**TRY IT**
After locating the line that contains "COVID-19 pandemic, more</text>", restate it and each later line word for word through the end of the records.

**INPUT RECORDS**
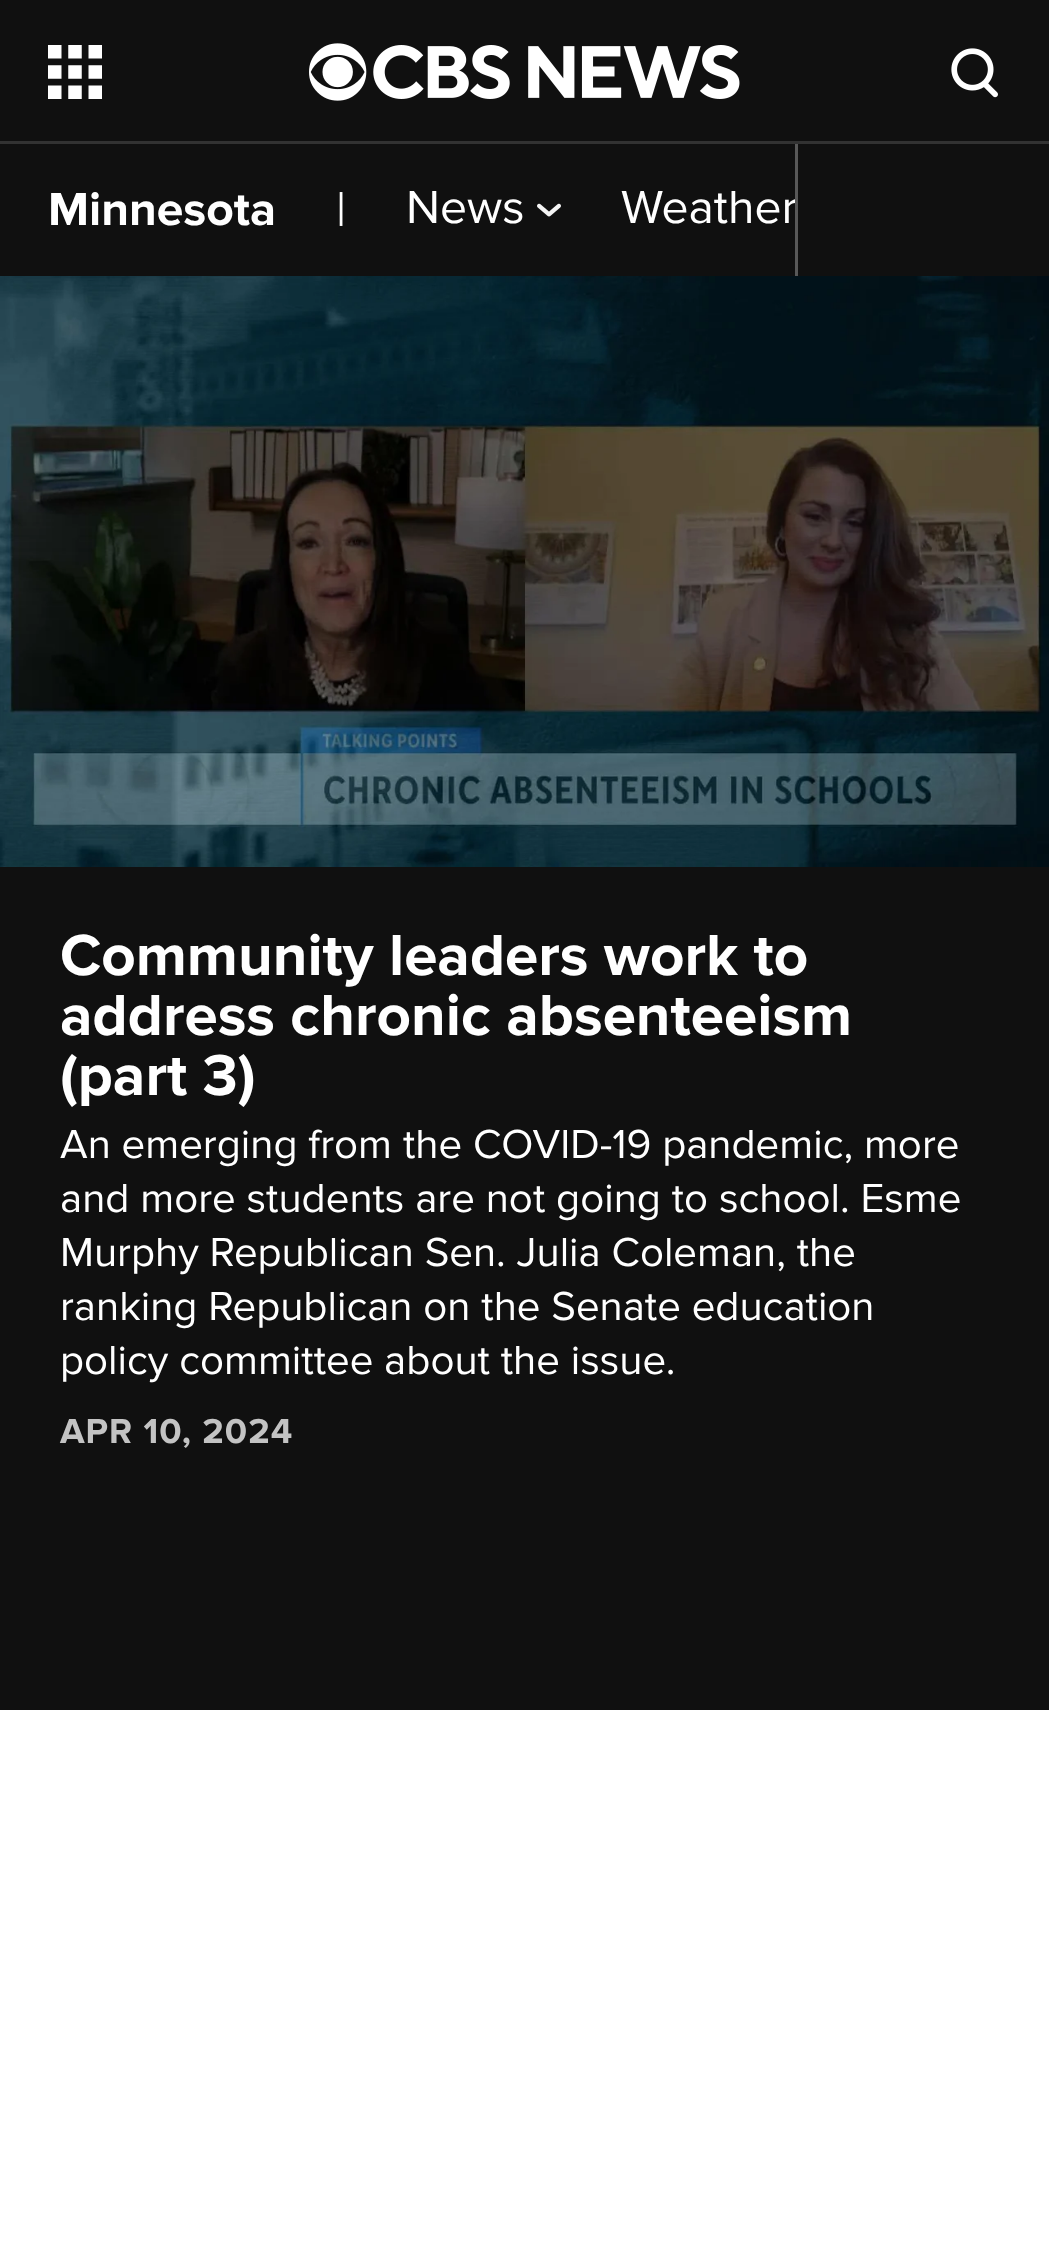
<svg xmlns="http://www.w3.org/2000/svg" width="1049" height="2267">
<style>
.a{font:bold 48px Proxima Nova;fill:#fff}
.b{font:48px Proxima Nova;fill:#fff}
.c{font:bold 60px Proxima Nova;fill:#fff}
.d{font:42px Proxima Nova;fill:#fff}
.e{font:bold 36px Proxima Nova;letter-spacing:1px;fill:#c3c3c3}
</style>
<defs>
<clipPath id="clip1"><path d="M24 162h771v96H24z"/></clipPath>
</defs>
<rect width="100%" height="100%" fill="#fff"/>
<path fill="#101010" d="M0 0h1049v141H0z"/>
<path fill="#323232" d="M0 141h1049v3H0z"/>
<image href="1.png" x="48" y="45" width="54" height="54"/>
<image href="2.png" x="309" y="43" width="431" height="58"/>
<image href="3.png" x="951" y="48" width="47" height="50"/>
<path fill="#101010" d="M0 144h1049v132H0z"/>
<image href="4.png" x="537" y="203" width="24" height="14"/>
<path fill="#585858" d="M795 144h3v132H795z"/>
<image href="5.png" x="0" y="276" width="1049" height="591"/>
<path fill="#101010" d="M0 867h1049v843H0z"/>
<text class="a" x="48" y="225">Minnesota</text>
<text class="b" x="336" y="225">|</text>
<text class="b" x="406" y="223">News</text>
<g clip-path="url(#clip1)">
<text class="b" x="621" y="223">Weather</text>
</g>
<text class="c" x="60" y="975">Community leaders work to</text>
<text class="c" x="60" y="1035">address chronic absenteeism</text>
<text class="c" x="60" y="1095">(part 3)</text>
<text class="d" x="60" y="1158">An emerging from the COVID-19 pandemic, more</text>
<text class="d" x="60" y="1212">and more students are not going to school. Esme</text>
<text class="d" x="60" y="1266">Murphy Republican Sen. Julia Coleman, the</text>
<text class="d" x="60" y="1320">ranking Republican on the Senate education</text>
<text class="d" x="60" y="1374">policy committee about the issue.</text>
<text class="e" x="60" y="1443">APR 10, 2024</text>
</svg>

**OUTPUT FOR THIS EXERCISE**
<text class="d" x="60" y="1158">An emerging from the COVID-19 pandemic, more</text>
<text class="d" x="60" y="1212">and more students are not going to school. Esme</text>
<text class="d" x="60" y="1266">Murphy Republican Sen. Julia Coleman, the</text>
<text class="d" x="60" y="1320">ranking Republican on the Senate education</text>
<text class="d" x="60" y="1374">policy committee about the issue.</text>
<text class="e" x="60" y="1443">APR 10, 2024</text>
</svg>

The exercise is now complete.